# Cross-Validation for High-Dimensional Ridge and Lasso

##### Posted on Sep 16, 2021 (Update: Mar 18, 2022) 0 Comments

This note collects several references on the research of cross-validation.

$\newcommand\loo{\mathrm{loo}} \newcommand\gcv{\mathrm{gcv}} \newcommand\asto{\overset{a.s.}{\Rightarrow}}$

## Ridge Regression

examine generalized and leave-one-out cross-validation for ridge regression in a proportional asymptotic framework where the dimension of the feature space grows proportionally with the number of observations.

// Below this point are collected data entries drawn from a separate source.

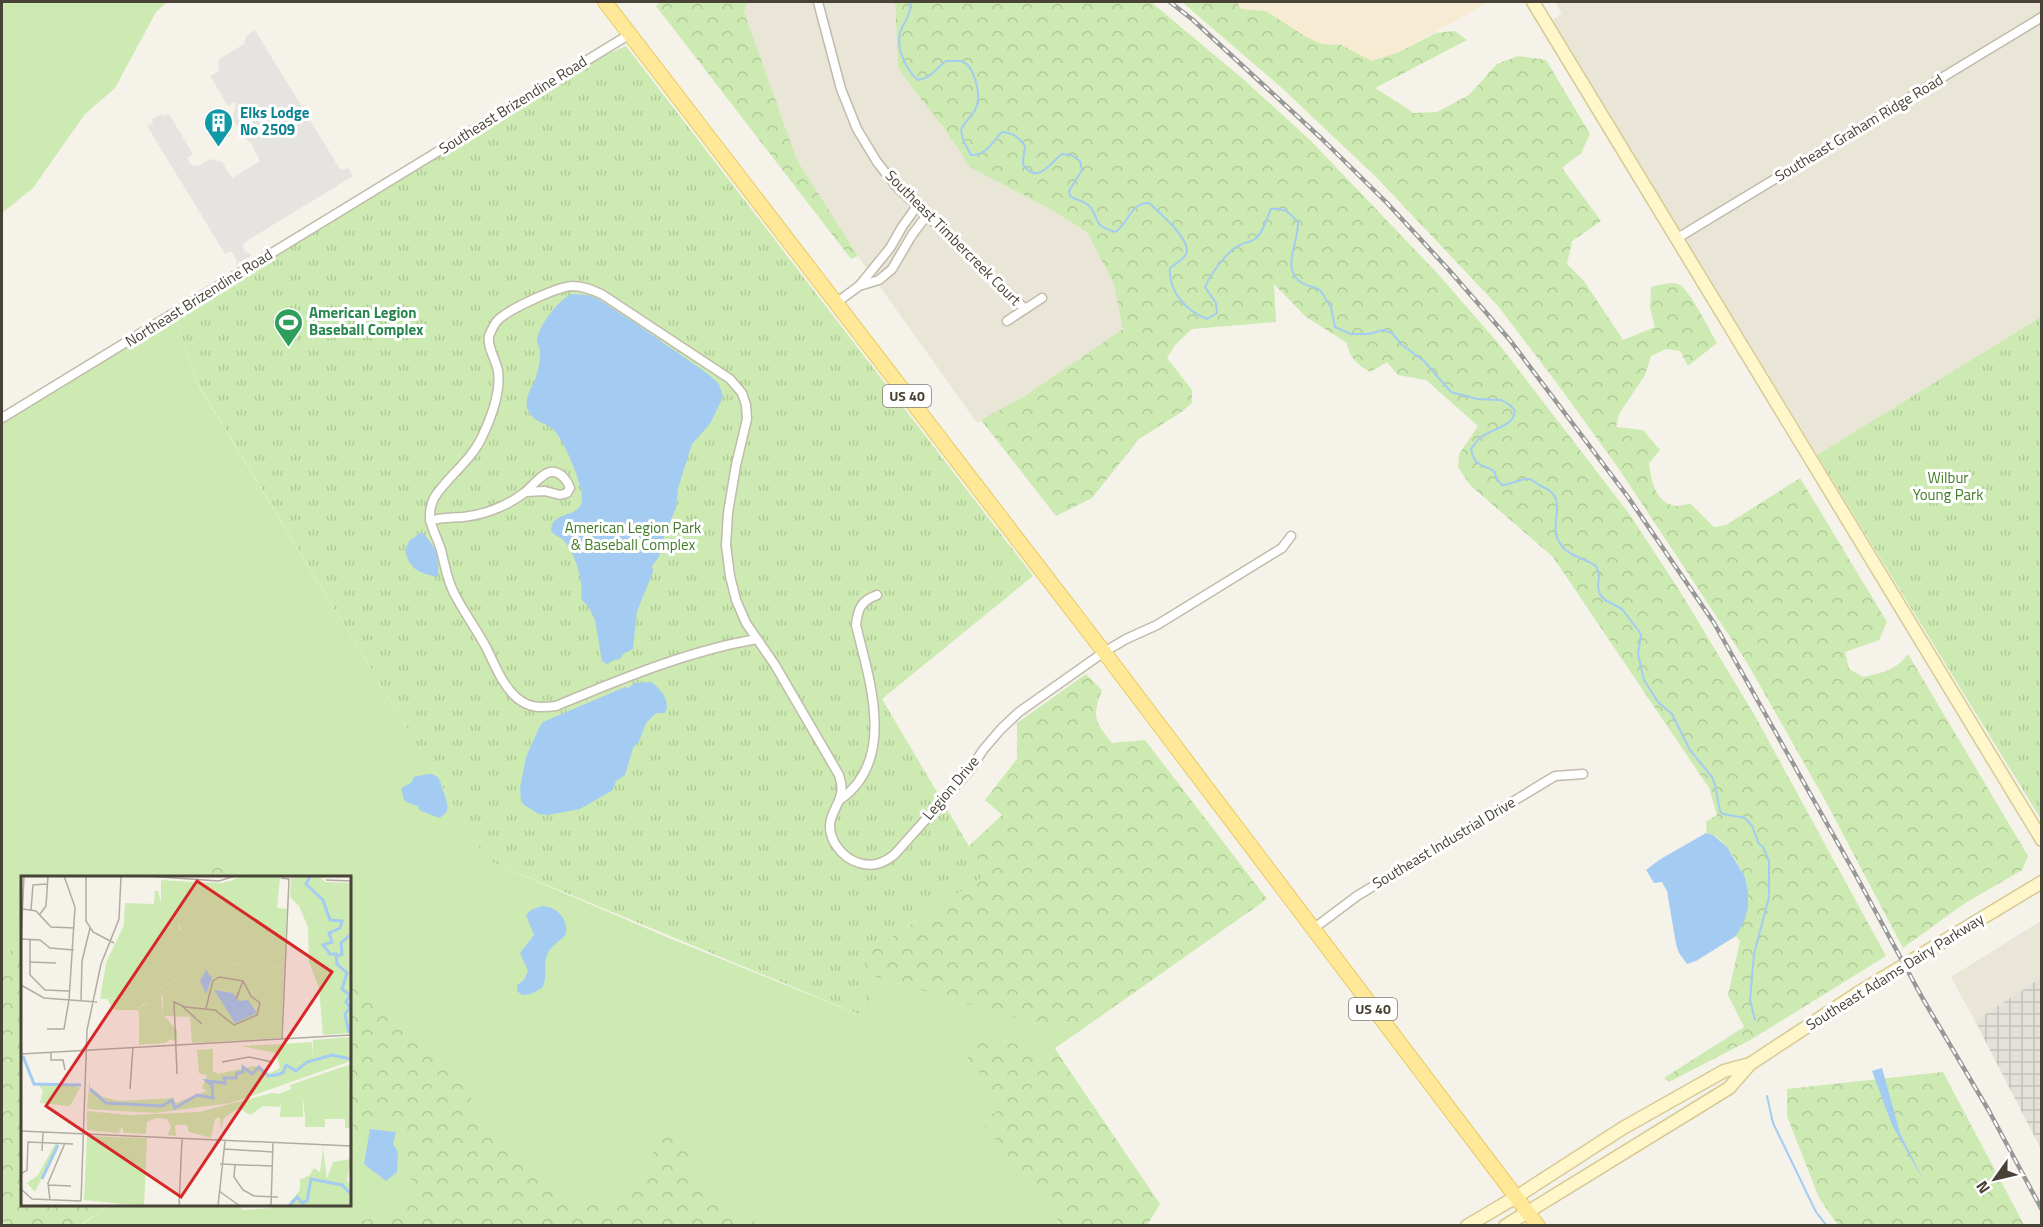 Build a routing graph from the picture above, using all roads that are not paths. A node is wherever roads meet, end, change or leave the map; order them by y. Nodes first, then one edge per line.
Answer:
1 (605, 2) edge
2 (818, 2) edge
3 (1533, 2) edge
4 (2042, 17) edge
5 (630, 34) junction
6 (397, 178) joint
7 (917, 206) junction
8 (927, 215) junction
9 (1676, 239) junction
10 (859, 286) junction
11 (1042, 298) dead end
12 (836, 303) junction
13 (1024, 308) junction
14 (1007, 321) dead end
15 (2, 418) edge
16 (526, 492) junction
17 (430, 521) junction
18 (1292, 536) dead end
19 (877, 595) dead end
20 (757, 639) junction
21 (1104, 652) junction
22 (1583, 774) dead end
23 (841, 799) junction
24 (2042, 840) edge
25 (2042, 882) edge
26 (1313, 929) junction
27 (1750, 1065) junction
28 (1516, 1197) junction
29 (1528, 1212) junction
30 (1467, 1226) edge
31 (1505, 1226) edge
32 (1538, 1226) edge

1 - 5 main road, US 40
2 - 7 street, Southeast Timbercreek Court
3 - 9 main road
4 - 9 street, Southeast Graham Ridge Road
5 - 6 street, Southeast Brizendine Road
5 - 12 main road, US 40
6 - 15 street, Northeast Brizendine Road
7 - 8 street, Southeast Timbercreek Court
7 - 10 street
8 - 10 street
8 - 13 street, Southeast Timbercreek Court
9 - 24 main road
10 - 12 street
11 - 13 street, Southeast Timbercreek Court
12 - 21 main road, US 40
13 - 14 street, Southeast Timbercreek Court
16 - 16 street
16 - 17 street
17 - 20 street
17 - 20 street
18 - 21 street
19 - 23 street
20 - 23 street
21 - 23 street, Legion Drive
21 - 26 main road, US 40
22 - 26 street, Southeast Industrial Drive
25 - 27 main road, Southeast Adams Dairy Parkway
26 - 28 main road, US 40
27 - 28 main road, Southeast Adams Dairy Parkway
27 - 29 main road, Southeast Adams Dairy Parkway
28 - 29 main road, US 40
28 - 30 main road, Southeast Adams Dairy Parkway
29 - 31 main road, Southeast Adams Dairy Parkway
29 - 32 main road, US 40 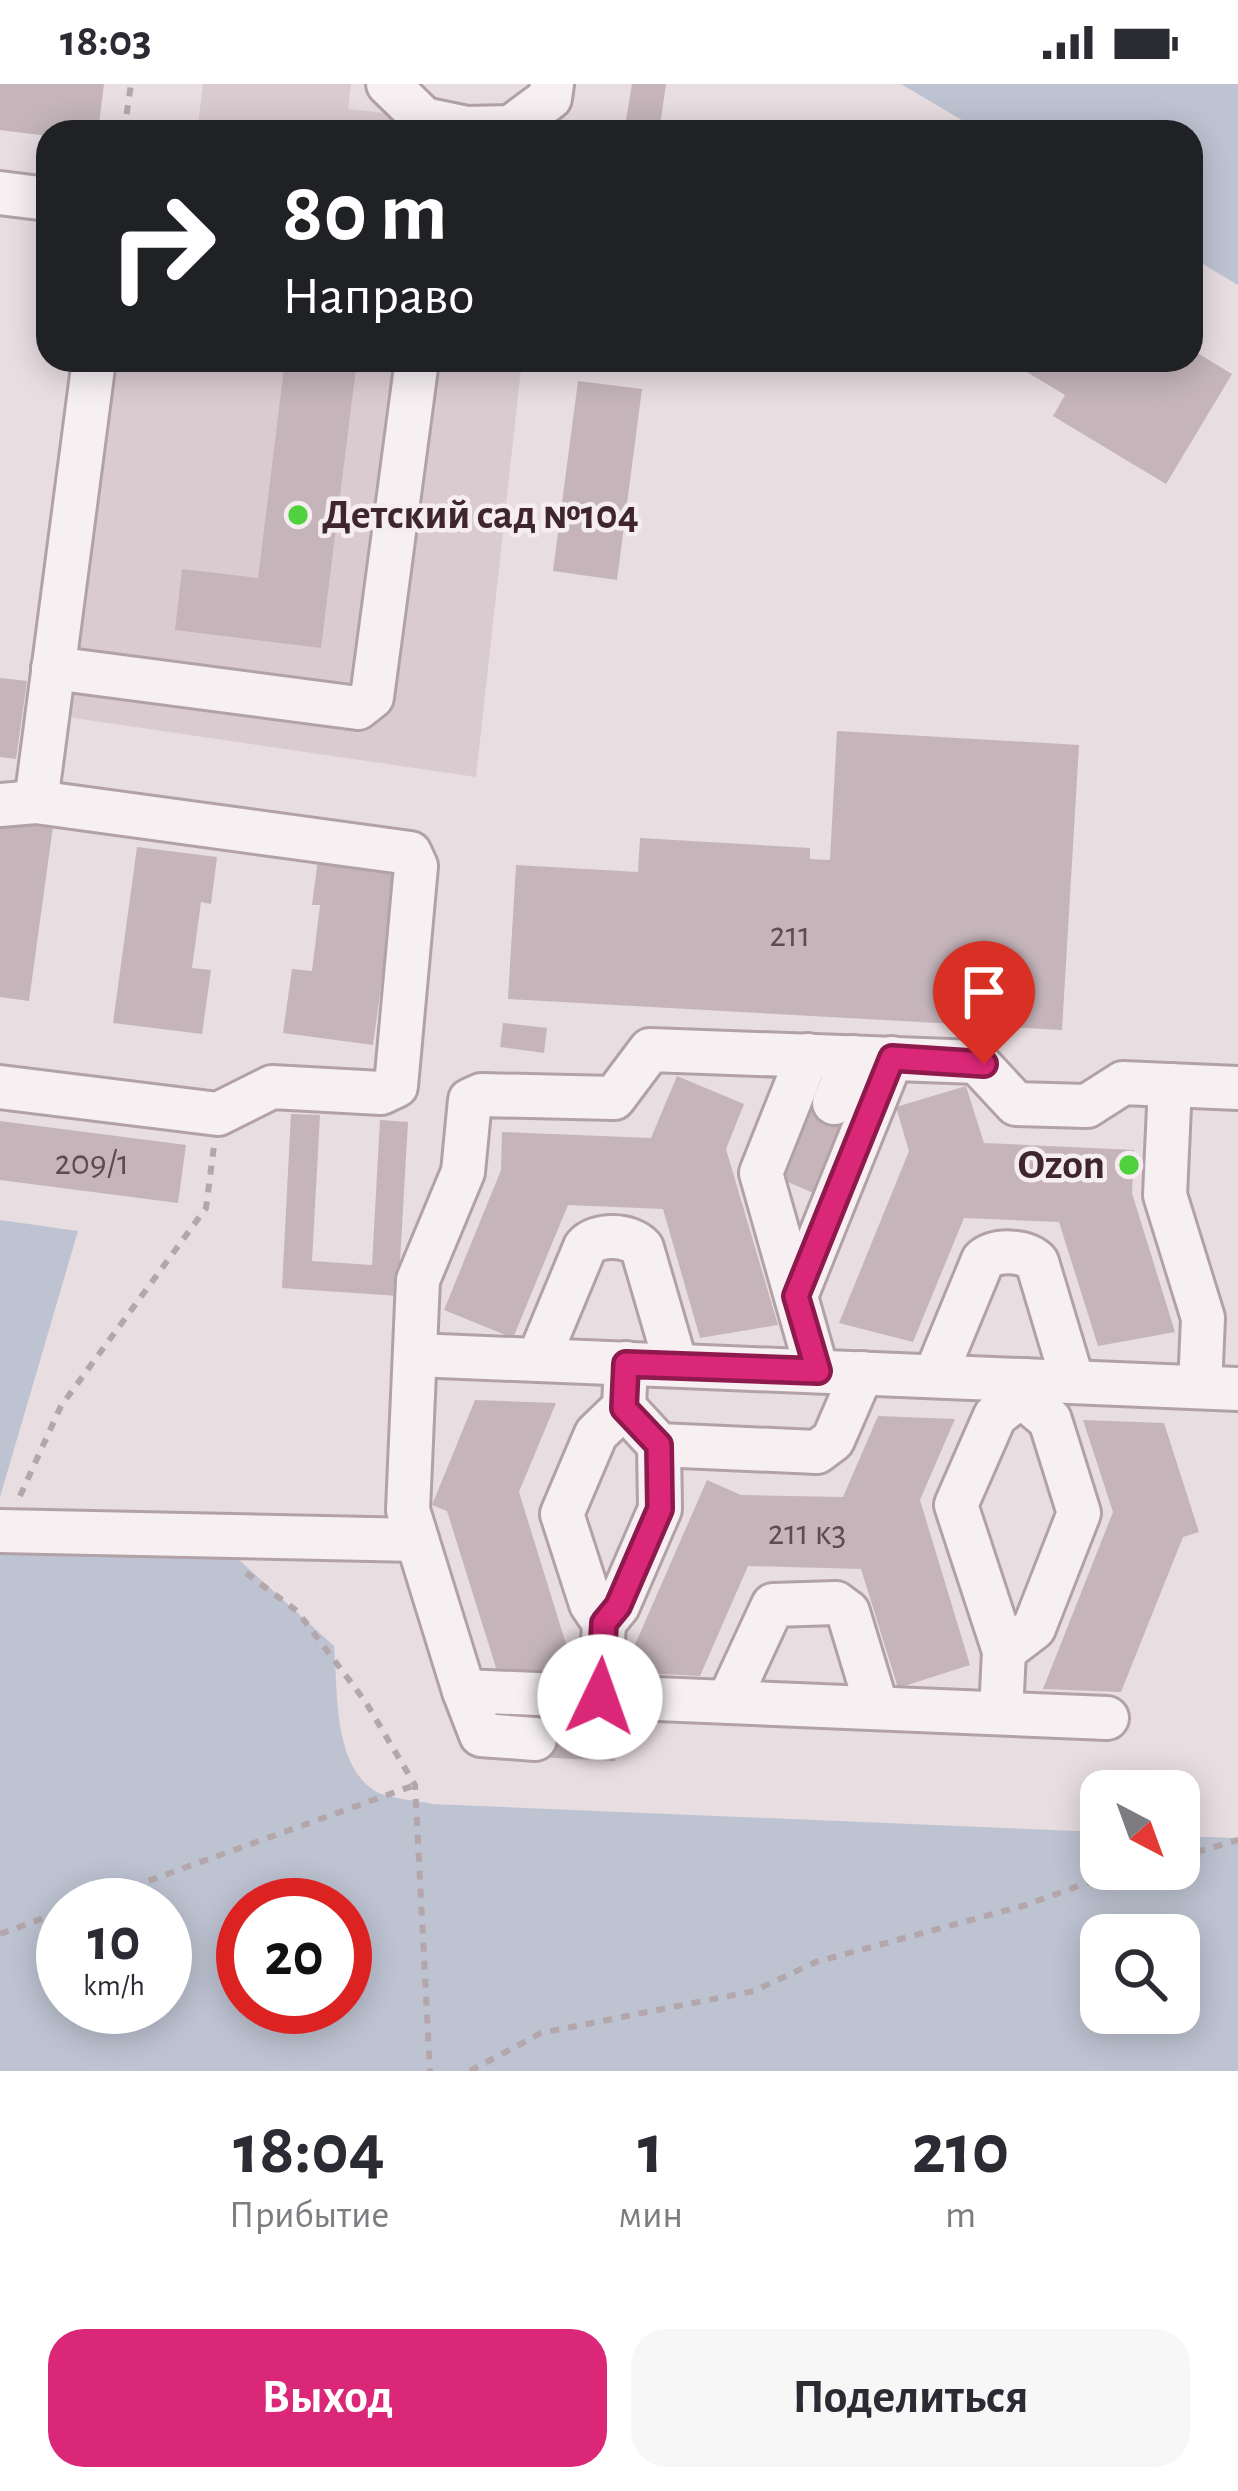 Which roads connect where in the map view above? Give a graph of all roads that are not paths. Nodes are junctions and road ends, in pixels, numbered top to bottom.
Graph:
1 (388, 84) edge
2 (552, 84) edge
3 (429, 120) edge
4 (520, 120) edge
5 (0, 193) edge
6 (36, 198) edge
7 (92, 372) edge
8 (415, 372) edge
9 (53, 668) junction
10 (18, 803) edge
11 (808, 1055) junction
12 (873, 1058) junction
13 (1170, 1085) junction
14 (0, 1087) edge
15 (1238, 1088) edge
16 (834, 1103) dead end
17 (796, 1296) junction
18 (415, 1355) junction
19 (538, 1360) junction
20 (626, 1364) junction
21 (676, 1365) junction
22 (818, 1371) junction
23 (862, 1373) junction
24 (935, 1376) junction
25 (1073, 1382) junction
26 (1022, 1388) junction
27 (1219, 1388) edge
28 (624, 1408) junction
29 (659, 1445) junction
30 (2, 1531) edge
31 (417, 1540) junction
32 (604, 1623) junction
33 (1004, 1652) junction
34 (464, 1691) junction
35 (600, 1697) junction
36 (728, 1702) junction
37 (877, 1708) junction
38 (1001, 1713) junction
39 (1107, 1718) dead end
40 (536, 1739) dead end

1 - 3 lane
2 - 4 lane
5 - 6 lane
7 - 9 lane
8 - 9 lane
9 - 10 lane
10 - 14 lane
11 - 12 lane
11 - 17 lane
11 - 18 lane
12 - 13 lane
12 - 16 lane
12 - 17 lane
13 - 15 lane
13 - 27 lane
17 - 22 lane
18 - 19 lane
18 - 31 lane
19 - 20 lane
19 - 21 lane
20 - 21 lane
20 - 28 lane
21 - 22 lane
22 - 23 lane
23 - 24 lane
23 - 29 lane
24 - 25 lane
24 - 26 lane
25 - 26 lane
25 - 27 lane
26 - 33 lane
26 - 33 lane
28 - 29 lane
28 - 32 lane
29 - 32 lane
30 - 31 lane
31 - 34 lane
32 - 35 lane
33 - 38 lane
34 - 35 lane
34 - 40 lane
35 - 36 lane
36 - 37 lane
36 - 37 lane
37 - 38 lane
38 - 39 lane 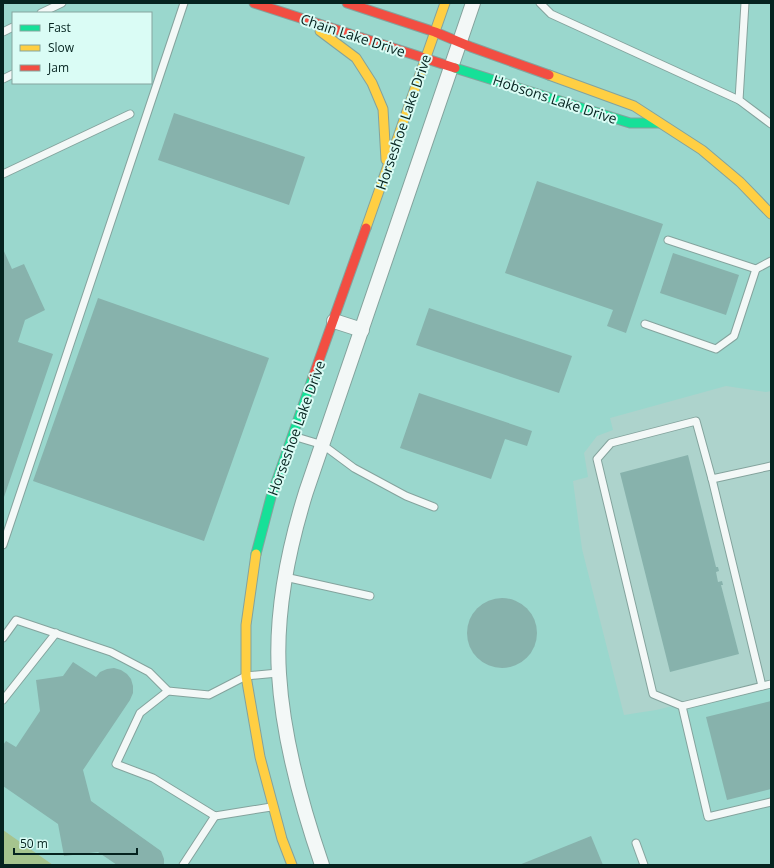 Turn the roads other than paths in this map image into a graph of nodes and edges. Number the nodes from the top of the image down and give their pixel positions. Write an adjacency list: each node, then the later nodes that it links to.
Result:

• given i.i.d. samples from a linear model with an arbitrary feature covariance and a signal vector that is bounded in $\ell_2$ norm, we show that generalized cross-validation for ridge regression converges almost surely to the expected out-of-sample prediction error, uniformly over a range of ridge regularization parameters that includes zero (and even negative values)
• prove the analogous result for leave-one-out cross-validation
• ridge tunning via minimization of generalized or leave-one-out cross-validation asymptotically almost surely delivers the optimal level of regularization for predictive accuracy.
• Ridge Error Analysis
• Ridge Cross Validation

### Problem Setup

consider the out-of-sample prediction error, or conditional (on the training dataset) prediction error,

$\err(\lambda) = \Err(\hat\beta_\lambda)$

of ridge estimate $\hat\beta_\lambda$, the goal is to analyze the differences between the cross-validation estimators of risk and the risk itself,

$\loo(\lambda) - \err(\lambda)$

and

$\gcv(\lambda) - \err(\lambda)$

Also, denote the optimal parameters as $\lambda_I^\star, \hat\lambda_I^\gcv, \hat\lambda_I^\loo$, compare the prediction errors of the models tunned using GCV and LOOCV.

### Proof of Lemma 5.1

First of all, for a symmetric and positive definite matrix, we have $\sigma(A)=\lambda_\max(A)$, then

$\Vert A\Vert_2 = \sigma_\max(A) = \sqrt{\lambda_\max(A^TA)} = \lambda_\max(A)\,.$

and hence $\Vert\Sigma\Vert_2 = \Vert\Sigma^{1/2}\Vert_2^2$.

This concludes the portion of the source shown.